* _WORK TO BE COMPLETED_
Locate all lines in the data below that hold "Sawyer" and show them.

* _SUPPLIED RECORDS_
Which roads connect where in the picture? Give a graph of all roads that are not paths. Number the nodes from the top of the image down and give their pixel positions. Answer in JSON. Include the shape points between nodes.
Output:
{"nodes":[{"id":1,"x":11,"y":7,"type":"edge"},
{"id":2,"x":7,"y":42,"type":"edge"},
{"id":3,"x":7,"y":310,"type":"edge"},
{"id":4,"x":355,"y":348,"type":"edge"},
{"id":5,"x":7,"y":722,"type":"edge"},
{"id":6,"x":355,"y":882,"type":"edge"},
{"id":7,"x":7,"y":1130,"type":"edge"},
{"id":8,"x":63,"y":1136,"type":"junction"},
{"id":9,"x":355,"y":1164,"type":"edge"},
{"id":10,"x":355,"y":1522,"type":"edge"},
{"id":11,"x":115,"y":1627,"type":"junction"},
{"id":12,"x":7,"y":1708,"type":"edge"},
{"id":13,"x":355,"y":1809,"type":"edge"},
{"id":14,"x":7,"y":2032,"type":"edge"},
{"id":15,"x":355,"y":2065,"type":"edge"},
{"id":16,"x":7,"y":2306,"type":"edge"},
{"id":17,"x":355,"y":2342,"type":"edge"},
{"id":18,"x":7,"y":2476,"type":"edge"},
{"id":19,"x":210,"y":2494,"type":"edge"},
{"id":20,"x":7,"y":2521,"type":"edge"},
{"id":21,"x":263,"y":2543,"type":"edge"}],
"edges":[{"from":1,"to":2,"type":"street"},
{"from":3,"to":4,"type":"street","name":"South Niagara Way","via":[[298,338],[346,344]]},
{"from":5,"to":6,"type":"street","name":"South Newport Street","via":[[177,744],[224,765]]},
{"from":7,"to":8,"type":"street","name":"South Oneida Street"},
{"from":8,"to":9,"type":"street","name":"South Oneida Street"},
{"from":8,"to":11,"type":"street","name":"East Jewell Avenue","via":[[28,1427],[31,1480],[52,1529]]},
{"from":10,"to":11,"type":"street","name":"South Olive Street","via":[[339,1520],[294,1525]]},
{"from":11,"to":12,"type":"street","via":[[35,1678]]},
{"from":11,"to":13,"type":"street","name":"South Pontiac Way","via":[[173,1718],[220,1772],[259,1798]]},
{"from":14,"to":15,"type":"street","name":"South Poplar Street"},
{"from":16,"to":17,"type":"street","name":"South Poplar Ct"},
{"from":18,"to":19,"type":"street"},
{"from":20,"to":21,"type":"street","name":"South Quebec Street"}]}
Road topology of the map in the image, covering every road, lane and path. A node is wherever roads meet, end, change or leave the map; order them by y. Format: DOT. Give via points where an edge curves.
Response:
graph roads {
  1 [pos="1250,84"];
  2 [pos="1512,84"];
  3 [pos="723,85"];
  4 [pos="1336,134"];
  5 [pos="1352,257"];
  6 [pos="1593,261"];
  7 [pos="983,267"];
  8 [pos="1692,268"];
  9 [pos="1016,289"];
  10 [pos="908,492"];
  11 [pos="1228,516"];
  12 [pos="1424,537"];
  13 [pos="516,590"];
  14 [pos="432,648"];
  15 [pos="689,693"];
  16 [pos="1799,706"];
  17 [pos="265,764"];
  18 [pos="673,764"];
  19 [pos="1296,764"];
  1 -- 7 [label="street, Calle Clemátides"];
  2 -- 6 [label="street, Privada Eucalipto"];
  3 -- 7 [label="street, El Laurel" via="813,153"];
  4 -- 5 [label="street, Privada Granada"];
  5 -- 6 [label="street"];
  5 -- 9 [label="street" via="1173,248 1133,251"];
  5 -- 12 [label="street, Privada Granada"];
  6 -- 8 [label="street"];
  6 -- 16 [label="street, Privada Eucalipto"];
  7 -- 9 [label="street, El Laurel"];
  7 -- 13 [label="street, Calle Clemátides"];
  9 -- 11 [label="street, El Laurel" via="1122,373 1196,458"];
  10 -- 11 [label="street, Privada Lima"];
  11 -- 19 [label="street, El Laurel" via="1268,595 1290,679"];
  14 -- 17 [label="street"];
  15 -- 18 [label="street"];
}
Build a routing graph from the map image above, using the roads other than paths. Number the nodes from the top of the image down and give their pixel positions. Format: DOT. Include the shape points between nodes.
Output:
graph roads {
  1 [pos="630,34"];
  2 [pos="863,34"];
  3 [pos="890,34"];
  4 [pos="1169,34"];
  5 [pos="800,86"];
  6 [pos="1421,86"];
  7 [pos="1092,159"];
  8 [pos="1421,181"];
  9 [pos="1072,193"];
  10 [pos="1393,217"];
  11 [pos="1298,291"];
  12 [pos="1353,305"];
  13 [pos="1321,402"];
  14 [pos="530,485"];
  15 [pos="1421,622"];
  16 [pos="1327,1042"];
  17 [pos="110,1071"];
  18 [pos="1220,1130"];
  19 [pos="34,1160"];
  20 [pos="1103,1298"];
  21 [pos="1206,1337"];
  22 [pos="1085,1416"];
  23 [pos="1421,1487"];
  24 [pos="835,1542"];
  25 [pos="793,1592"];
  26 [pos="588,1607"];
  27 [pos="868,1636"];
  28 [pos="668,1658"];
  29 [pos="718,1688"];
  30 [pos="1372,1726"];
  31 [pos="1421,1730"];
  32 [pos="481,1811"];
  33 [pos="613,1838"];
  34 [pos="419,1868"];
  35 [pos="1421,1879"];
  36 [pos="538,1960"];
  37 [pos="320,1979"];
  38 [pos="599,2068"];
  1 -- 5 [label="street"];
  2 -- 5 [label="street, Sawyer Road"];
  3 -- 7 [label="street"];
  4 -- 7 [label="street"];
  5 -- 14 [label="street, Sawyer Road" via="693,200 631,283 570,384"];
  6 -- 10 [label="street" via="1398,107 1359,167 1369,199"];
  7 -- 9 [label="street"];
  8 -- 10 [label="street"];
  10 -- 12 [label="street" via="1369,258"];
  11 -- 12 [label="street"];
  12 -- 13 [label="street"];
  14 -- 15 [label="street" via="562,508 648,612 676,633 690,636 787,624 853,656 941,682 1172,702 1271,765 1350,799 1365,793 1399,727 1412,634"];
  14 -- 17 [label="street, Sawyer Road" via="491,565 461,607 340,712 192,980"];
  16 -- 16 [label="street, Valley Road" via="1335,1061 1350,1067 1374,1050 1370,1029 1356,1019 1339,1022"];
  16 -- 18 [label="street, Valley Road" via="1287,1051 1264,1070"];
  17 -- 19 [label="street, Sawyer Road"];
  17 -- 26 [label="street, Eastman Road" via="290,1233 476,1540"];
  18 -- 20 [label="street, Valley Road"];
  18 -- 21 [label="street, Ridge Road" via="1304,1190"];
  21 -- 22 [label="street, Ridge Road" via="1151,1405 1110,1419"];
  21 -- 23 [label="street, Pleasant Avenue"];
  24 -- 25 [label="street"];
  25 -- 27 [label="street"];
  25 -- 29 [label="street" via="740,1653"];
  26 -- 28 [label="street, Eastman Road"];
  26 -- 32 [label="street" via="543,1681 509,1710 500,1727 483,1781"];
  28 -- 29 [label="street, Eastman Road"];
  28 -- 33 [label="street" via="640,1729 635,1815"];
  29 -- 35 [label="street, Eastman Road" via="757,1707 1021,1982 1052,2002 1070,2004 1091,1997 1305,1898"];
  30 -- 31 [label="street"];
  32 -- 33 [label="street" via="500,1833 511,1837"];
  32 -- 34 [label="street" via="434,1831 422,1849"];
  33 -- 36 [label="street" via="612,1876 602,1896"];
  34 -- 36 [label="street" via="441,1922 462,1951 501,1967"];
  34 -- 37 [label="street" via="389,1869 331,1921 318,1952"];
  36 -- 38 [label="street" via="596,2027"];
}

* _EXPECTED ANSWER_
  2 -- 5 [label="street, Sawyer Road"];
  5 -- 14 [label="street, Sawyer Road" via="693,200 631,283 570,384"];
  14 -- 17 [label="street, Sawyer Road" via="491,565 461,607 340,712 192,980"];
  17 -- 19 [label="street, Sawyer Road"];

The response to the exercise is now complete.